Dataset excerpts
== Segment start ==

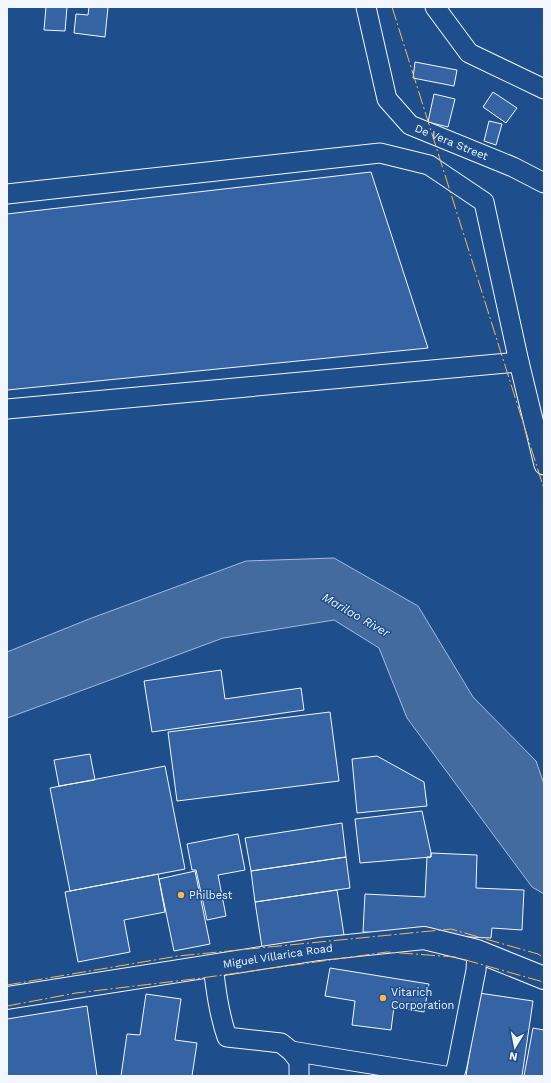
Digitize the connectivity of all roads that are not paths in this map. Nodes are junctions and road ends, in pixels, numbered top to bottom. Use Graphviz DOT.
graph roads {
  1 [pos="366,7"];
  2 [pos="435,7"];
  3 [pos="544,89"];
  4 [pos="544,183"];
  5 [pos="7,194"];
  6 [pos="519,362"];
  7 [pos="7,409"];
  8 [pos="544,465"];
  9 [pos="477,951"];
  10 [pos="213,966"];
  11 [pos="544,978"];
  12 [pos="7,998"];
  13 [pos="290,1051"];
  14 [pos="299,1076"];
  15 [pos="445,1076"];
  16 [pos="454,1076"];
  1 -- 4 [label="street, De Vera Street"];
  2 -- 3 [label="street"];
  5 -- 6 [label="street"];
  6 -- 7 [label="street"];
  6 -- 8 [label="street"];
  9 -- 10 [label="main road, Miguel Villarica Road"];
  9 -- 11 [label="main road, Miguel Villarica Road"];
  9 -- 16 [label="street"];
  10 -- 12 [label="main road, Miguel Villarica Road"];
  10 -- 13 [label="street"];
  13 -- 14 [label="street"];
  13 -- 15 [label="street"];
}
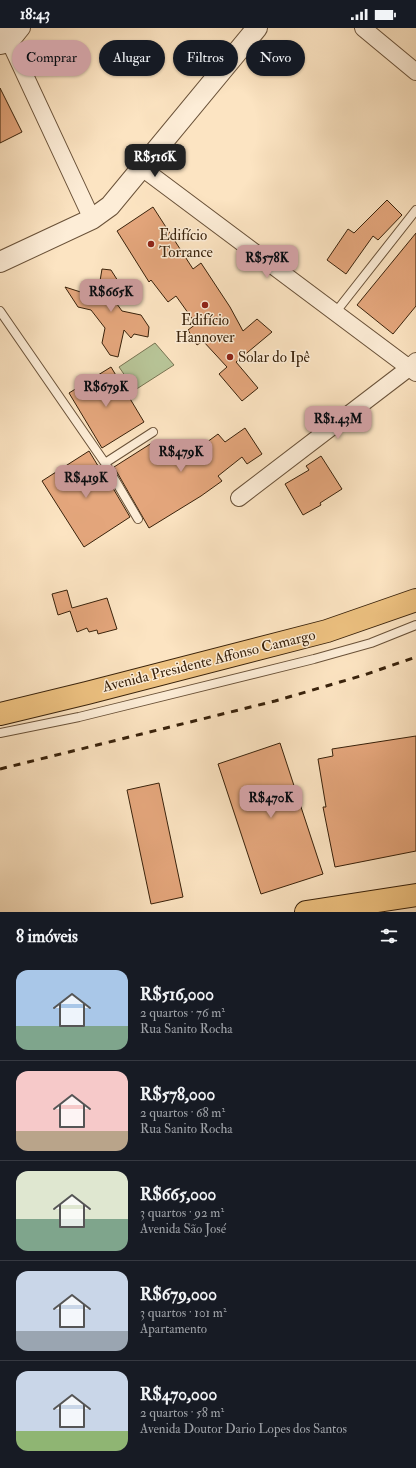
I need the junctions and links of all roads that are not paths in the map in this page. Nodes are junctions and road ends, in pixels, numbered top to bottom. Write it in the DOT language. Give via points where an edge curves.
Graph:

== Segment end ==

> [TASK ITEM]: Each record above must be retyped exactly as given, with the images excluded.

> [RESPONSE FOR THIS EXERCISE]:
Digitize the connectivity of all roads that are not paths in this map. Nodes are junctions and road ends, in pixels, numbered top to bottom. Use Graphviz DOT.
graph roads {
  1 [pos="366,7"];
  2 [pos="435,7"];
  3 [pos="544,89"];
  4 [pos="544,183"];
  5 [pos="7,194"];
  6 [pos="519,362"];
  7 [pos="7,409"];
  8 [pos="544,465"];
  9 [pos="477,951"];
  10 [pos="213,966"];
  11 [pos="544,978"];
  12 [pos="7,998"];
  13 [pos="290,1051"];
  14 [pos="299,1076"];
  15 [pos="445,1076"];
  16 [pos="454,1076"];
  1 -- 4 [label="street, De Vera Street"];
  2 -- 3 [label="street"];
  5 -- 6 [label="street"];
  6 -- 7 [label="street"];
  6 -- 8 [label="street"];
  9 -- 10 [label="main road, Miguel Villarica Road"];
  9 -- 11 [label="main road, Miguel Villarica Road"];
  9 -- 16 [label="street"];
  10 -- 12 [label="main road, Miguel Villarica Road"];
  10 -- 13 [label="street"];
  13 -- 14 [label="street"];
  13 -- 15 [label="street"];
}
I need the junctions and links of all roads that are not paths in the map in this page. Nodes are junctions and road ends, in pixels, numbered top to bottom. Write it in the DOT language. Give via points where an edge curves.
Graph:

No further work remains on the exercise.